§ **Your goal**:
Within the data below, tally the lines that contain "Liegnitzer" and state only the total.

Exercise materials Block Start

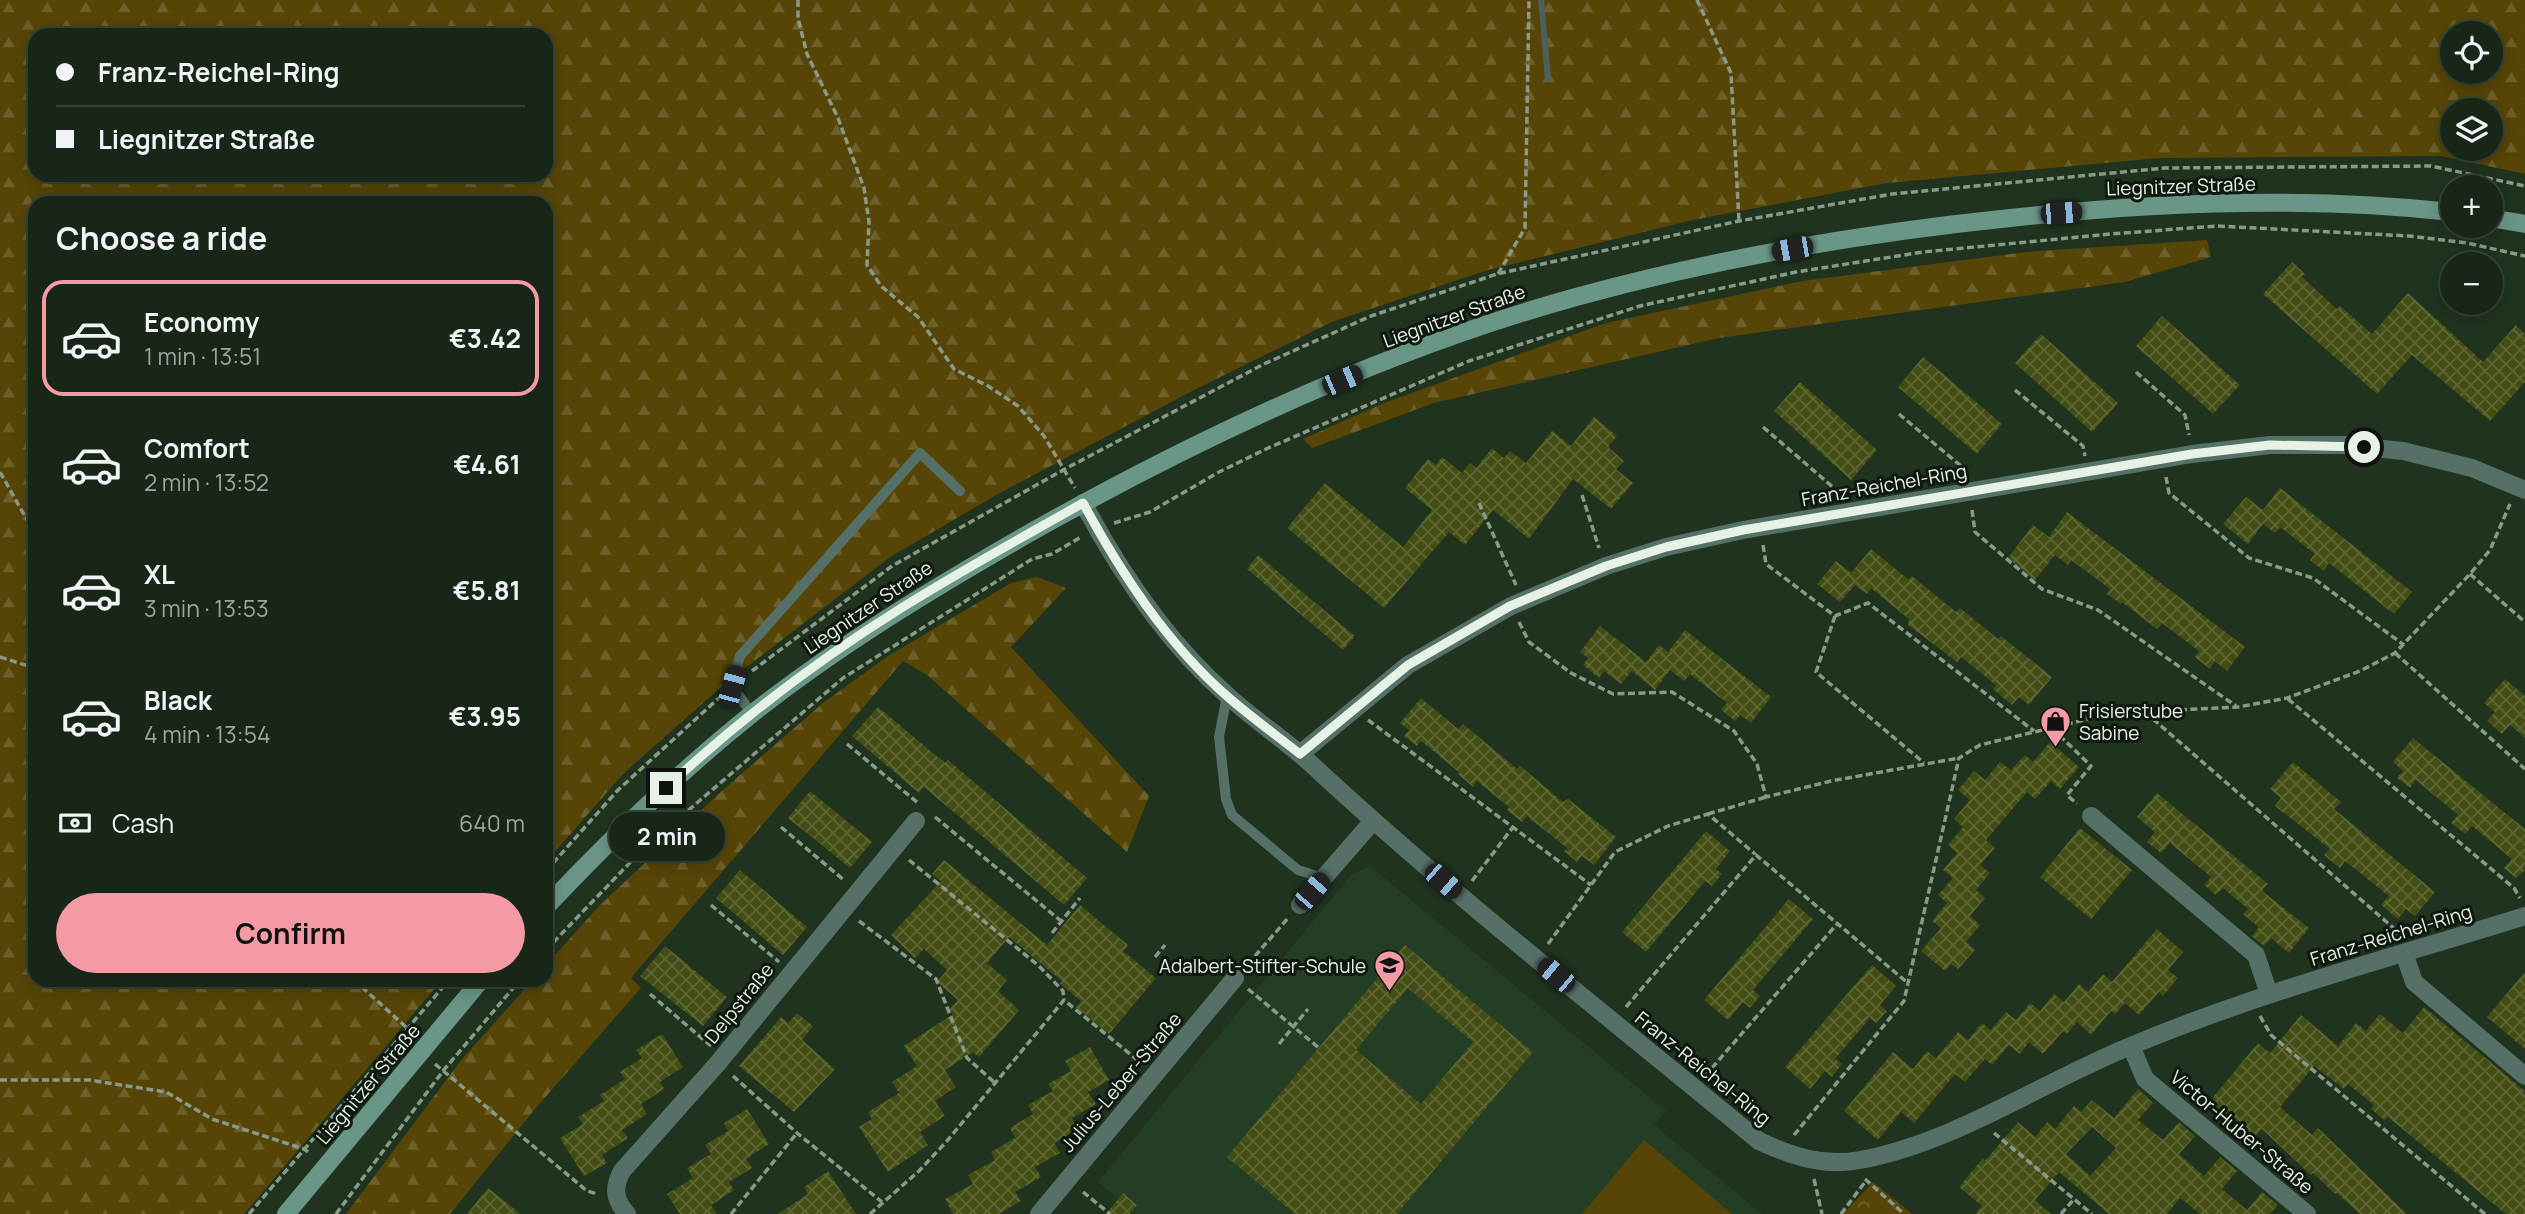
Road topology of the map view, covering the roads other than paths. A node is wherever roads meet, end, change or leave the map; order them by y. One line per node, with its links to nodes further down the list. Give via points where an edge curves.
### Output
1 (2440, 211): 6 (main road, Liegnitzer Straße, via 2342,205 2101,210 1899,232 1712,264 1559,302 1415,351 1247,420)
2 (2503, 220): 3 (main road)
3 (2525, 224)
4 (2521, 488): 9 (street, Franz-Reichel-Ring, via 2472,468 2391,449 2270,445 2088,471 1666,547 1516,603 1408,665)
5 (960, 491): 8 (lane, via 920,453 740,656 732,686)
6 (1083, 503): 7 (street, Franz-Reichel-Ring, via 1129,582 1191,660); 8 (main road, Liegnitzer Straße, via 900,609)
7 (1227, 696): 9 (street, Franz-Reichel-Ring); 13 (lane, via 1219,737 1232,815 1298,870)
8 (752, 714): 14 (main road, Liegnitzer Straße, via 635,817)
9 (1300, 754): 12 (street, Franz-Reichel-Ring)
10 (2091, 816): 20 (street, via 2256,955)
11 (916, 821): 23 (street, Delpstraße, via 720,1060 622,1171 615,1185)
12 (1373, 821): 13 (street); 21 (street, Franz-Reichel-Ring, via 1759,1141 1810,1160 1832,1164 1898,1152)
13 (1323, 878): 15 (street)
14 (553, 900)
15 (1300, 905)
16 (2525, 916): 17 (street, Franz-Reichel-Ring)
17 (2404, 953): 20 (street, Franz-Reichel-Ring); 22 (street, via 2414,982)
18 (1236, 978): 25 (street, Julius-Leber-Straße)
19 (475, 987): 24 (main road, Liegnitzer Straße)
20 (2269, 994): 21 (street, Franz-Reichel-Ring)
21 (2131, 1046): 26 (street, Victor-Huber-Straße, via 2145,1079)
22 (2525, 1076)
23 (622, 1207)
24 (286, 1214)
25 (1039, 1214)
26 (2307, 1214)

Exercise materials Block End

§ **Solution to this task**:
4